Given information START

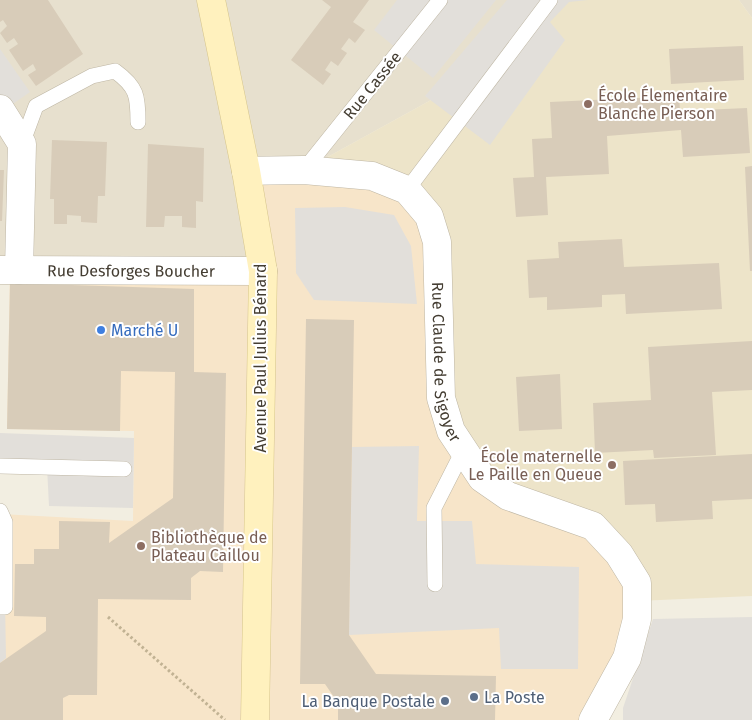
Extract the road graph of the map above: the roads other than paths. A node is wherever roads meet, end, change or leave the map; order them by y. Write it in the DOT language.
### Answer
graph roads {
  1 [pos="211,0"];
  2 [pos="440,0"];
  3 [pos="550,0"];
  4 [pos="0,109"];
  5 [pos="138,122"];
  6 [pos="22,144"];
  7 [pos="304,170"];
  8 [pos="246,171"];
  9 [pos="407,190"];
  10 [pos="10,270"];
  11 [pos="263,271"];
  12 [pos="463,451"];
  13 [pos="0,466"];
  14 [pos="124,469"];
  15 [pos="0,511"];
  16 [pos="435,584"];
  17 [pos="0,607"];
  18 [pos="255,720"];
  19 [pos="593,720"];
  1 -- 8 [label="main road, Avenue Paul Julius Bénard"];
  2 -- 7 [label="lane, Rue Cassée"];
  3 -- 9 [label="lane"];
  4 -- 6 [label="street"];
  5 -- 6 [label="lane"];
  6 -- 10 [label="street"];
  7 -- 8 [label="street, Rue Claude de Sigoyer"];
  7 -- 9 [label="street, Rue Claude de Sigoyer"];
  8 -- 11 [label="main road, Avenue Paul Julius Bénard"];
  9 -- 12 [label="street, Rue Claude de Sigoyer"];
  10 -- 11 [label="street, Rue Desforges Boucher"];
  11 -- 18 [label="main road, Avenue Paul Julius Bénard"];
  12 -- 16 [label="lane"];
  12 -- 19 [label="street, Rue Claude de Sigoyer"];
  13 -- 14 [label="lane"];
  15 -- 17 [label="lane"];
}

Given information END

Task objective: Apart from the images, please copy every line of the data exactly as written.

Solved problem:
Extract the road graph of the map above: the roads other than paths. A node is wherever roads meet, end, change or leave the map; order them by y. Write it in the DOT language.
### Answer
graph roads {
  1 [pos="211,0"];
  2 [pos="440,0"];
  3 [pos="550,0"];
  4 [pos="0,109"];
  5 [pos="138,122"];
  6 [pos="22,144"];
  7 [pos="304,170"];
  8 [pos="246,171"];
  9 [pos="407,190"];
  10 [pos="10,270"];
  11 [pos="263,271"];
  12 [pos="463,451"];
  13 [pos="0,466"];
  14 [pos="124,469"];
  15 [pos="0,511"];
  16 [pos="435,584"];
  17 [pos="0,607"];
  18 [pos="255,720"];
  19 [pos="593,720"];
  1 -- 8 [label="main road, Avenue Paul Julius Bénard"];
  2 -- 7 [label="lane, Rue Cassée"];
  3 -- 9 [label="lane"];
  4 -- 6 [label="street"];
  5 -- 6 [label="lane"];
  6 -- 10 [label="street"];
  7 -- 8 [label="street, Rue Claude de Sigoyer"];
  7 -- 9 [label="street, Rue Claude de Sigoyer"];
  8 -- 11 [label="main road, Avenue Paul Julius Bénard"];
  9 -- 12 [label="street, Rue Claude de Sigoyer"];
  10 -- 11 [label="street, Rue Desforges Boucher"];
  11 -- 18 [label="main road, Avenue Paul Julius Bénard"];
  12 -- 16 [label="lane"];
  12 -- 19 [label="street, Rue Claude de Sigoyer"];
  13 -- 14 [label="lane"];
  15 -- 17 [label="lane"];
}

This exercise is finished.